Carvalho, A. A. (2007). A WebQuest: evolução e reflexo na formação e na investigação em Portugal. In F. Costa, H. Peralta & S. Viseu (eds), As Tic em Educação em Portugal. Porto: Porto Editora, 299-327.
Quando procuro valorizar-me profissionalmente, no que se refere à formação contínua, normalmente, opto por formações que versam as tecnologias.
No ano de 2003, no Centro de Formação PRÓFessor de Matosinhos, participei numa formação de 60h denominada “Actividades de aprendizagem baseada na Web” orientada pelo formador Carlos Olim, em que no decorrer dessa formação construí a Webquest denominada de “Número de ouro”.

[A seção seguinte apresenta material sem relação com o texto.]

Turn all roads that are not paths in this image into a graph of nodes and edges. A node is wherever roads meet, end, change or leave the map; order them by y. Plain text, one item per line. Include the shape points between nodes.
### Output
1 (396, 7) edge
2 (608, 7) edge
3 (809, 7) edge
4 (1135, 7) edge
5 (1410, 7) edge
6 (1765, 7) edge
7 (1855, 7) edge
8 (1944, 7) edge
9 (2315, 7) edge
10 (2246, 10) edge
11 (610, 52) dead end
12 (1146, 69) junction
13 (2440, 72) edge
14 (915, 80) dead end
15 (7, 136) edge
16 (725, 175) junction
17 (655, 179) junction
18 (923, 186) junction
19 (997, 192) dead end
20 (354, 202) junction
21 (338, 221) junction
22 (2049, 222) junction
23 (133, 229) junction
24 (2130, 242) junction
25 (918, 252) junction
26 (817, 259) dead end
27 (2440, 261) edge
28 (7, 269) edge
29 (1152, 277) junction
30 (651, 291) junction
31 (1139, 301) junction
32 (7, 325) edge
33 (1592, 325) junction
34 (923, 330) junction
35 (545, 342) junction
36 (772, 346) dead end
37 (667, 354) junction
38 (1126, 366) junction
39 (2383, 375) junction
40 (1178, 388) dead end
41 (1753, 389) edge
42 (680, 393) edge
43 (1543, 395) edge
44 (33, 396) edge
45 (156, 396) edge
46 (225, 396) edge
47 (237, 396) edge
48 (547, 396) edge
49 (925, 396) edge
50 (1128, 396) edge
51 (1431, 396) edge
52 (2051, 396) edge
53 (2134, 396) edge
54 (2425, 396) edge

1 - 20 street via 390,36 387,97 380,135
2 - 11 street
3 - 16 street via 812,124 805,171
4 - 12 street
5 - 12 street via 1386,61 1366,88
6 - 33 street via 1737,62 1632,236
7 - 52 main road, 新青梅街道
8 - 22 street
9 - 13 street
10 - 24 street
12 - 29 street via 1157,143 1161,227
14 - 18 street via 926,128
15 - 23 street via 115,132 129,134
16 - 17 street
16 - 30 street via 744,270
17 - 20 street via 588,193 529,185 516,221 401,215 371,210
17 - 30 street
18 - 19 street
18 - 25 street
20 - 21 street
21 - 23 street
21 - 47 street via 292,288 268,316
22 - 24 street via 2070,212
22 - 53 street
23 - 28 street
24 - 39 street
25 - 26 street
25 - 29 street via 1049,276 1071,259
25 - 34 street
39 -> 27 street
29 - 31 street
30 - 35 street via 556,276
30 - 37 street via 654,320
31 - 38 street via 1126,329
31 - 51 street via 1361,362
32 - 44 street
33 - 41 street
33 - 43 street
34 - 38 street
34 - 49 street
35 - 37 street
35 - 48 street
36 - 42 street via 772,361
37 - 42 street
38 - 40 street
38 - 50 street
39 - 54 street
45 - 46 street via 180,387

Considero que foi uma mais-valia para mim o contacto com este tipo de actividade baseada na Web. Lembro-me do tempo que dediquei à escolha da tarefa, que não é nada fácil, às várias fases do processo, à procura na internet dos recursos mais ajustados às fases do processo. Reconheço que se aprende muito quando se constrói uma tarefa para ser realizada pelos alunos de forma orientada, pois há que pensar sobre a aprendizagem, metodologias, recursos, etc.
Concordo com a referência de Carlos Olim, que é feita no texto, pois, para mim, não foi mais uma acção em que estive em contacto com as tecnologias, mas sim um momento em que pude aprender a construir algo de útil, inovador e motivador para os alunos com recurso das tecnologias, para implementar algo de novo na minha prática. Carlos Olim tem razão no que se refere à não implementação da WebQuest enquanto decorria a formação. Todavia, não o fiz pois estávamos no final do ano lectivo, mas fi-lo posteriormente. Surgiram trabalhos interessantes onde pude constatar que houve aprendizagem, embora tivessem surgido alguns constrangimentos relacionados sobretudo com problemas de acesso à Internet. Entretanto já implementei outras WebQuests, disponíveis na Internet, e pude verificar que actualmente essa situação já não é tão problemática, pois os alunos já têm acesso à Internet com mais facilidade.
No texto surgem alguns cuidados que devemos ter na construção de uma WebQuest. Em especial na formulação da tarefa que é a essência da WebQuest. São apresentados 12 itens que Dodge (1999b) sugere na elaboração do processo, que deve apresentar claramente as etapas a seguir, os recursos a consultar e as ferramentas necessárias para organizar a informação.
Este texto contribuiu imenso para uma melhor compreensão da temática abordada, pelo que no futuro, quando propuser uma WebQuest aos alunos, terei outras lentes para avaliar se se trata de uma Webquest ou de uma pseudo WebQuest.